The companies that are obliged to monitor their customers’ mobiles belong to all kinds of sectors, from home delivery of food to online purchases, although a priori their objective was to charge large technology companies such as Apple and Google for sales that are carried out in our territory, but finally they fall within this legislation all those with a turnover of more than 750 million euroswhich will be required to track customer devices.
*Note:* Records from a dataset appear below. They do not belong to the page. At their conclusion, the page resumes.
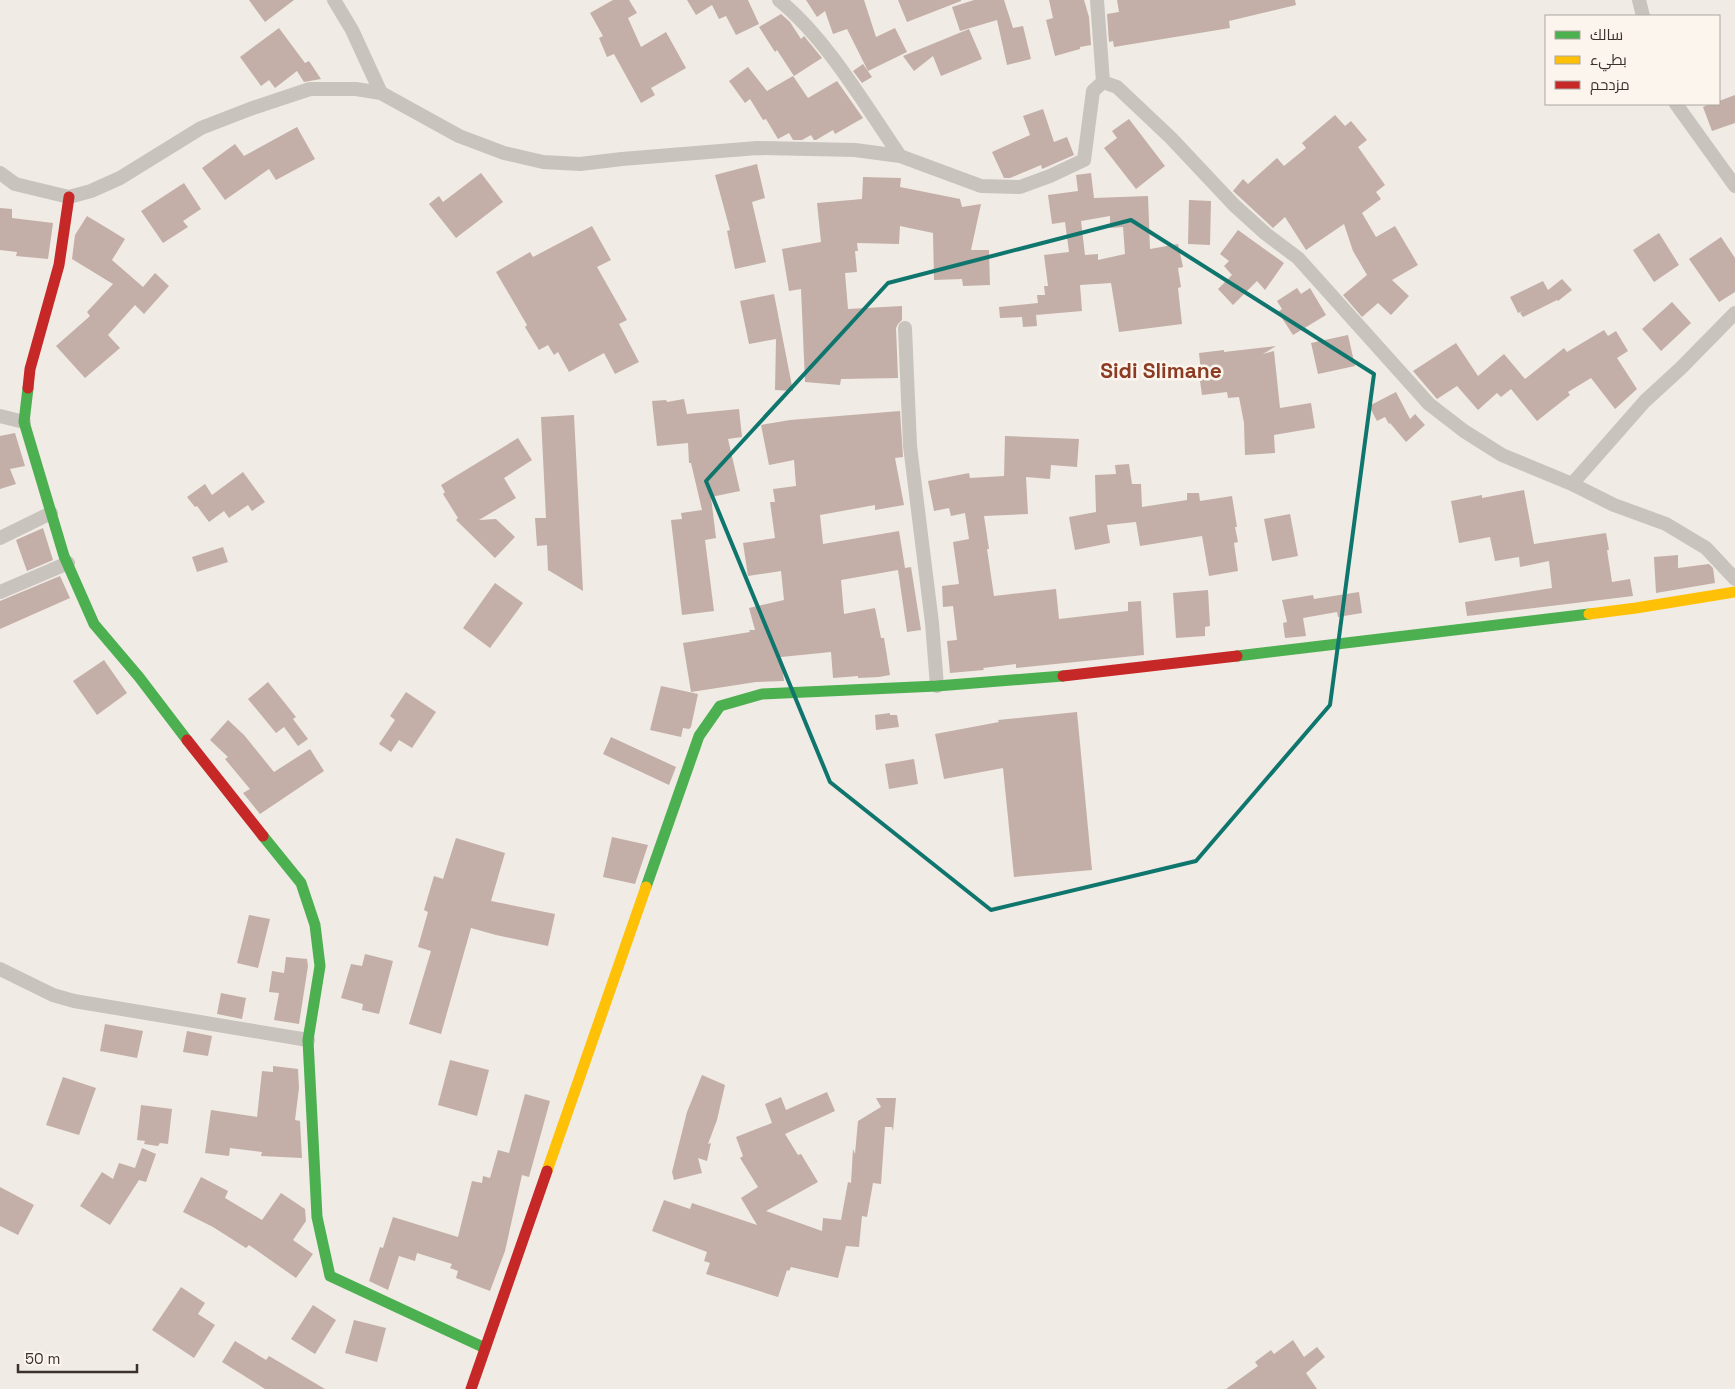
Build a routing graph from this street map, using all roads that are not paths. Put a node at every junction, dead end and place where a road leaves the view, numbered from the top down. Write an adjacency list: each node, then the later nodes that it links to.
1 (334, 0): 7 (street)
2 (780, 0): 9 (street)
3 (1097, 0): 6 (street)
4 (1638, 0): 5 (street)
5 (1643, 15)
6 (1103, 82): 9 (street); 17 (street)
7 (381, 93): 9 (street); 12 (street)
8 (1677, 105): 11 (street)
9 (900, 156)
10 (0, 173): 12 (street)
11 (1735, 186)
12 (69, 196): 16 (main road)
13 (1735, 313): 17 (street)
14 (905, 328): 24 (street)
15 (0, 416): 16 (street)
16 (24, 422): 18 (main road)
17 (1572, 484): 21 (street)
18 (51, 512): 19 (street); 20 (main road)
19 (0, 538)
20 (68, 563): 22 (street); 26 (main road)
21 (1735, 579)
22 (0, 592)
23 (1735, 592): 24 (main road)
24 (937, 686): 27 (main road)
25 (0, 969): 26 (street)
26 (308, 1040): 27 (main road)
27 (485, 1348): 28 (main road)
28 (471, 1389)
216 companies already geolocate their customers
During the first year of application, the Tax Agency has controlled operations of 216 digital platforms whose operations have involved a value of 8,000 million euros. They have been forced to monitor the location of your customers and, subsequently, send to the Treasury records of national transactions to settle the new Tax on Certain Digital Services, known as the “Google tax” which, together with the Tobin Tax, was one of the first taxes approved by PSOE and Podemos when they formed the government coalition.
The regulations that regulate this «Google tax» implies very high geolocation obligations. For online advertising services, the regulations require identifying “the territorial scope” of the moment in which the advertising appears on that user’s device. For the sale of goods and services, it requires locating the digital interface of a device that at the time of purchase.
In addition, it is not only required location and collection of this data for sending to the Treasury, but also to store them. It requires, for each quarterly settlement period, “the keeping, conservation and making available to the Tax Administration of differentiated records for each type of service and a descriptive report”.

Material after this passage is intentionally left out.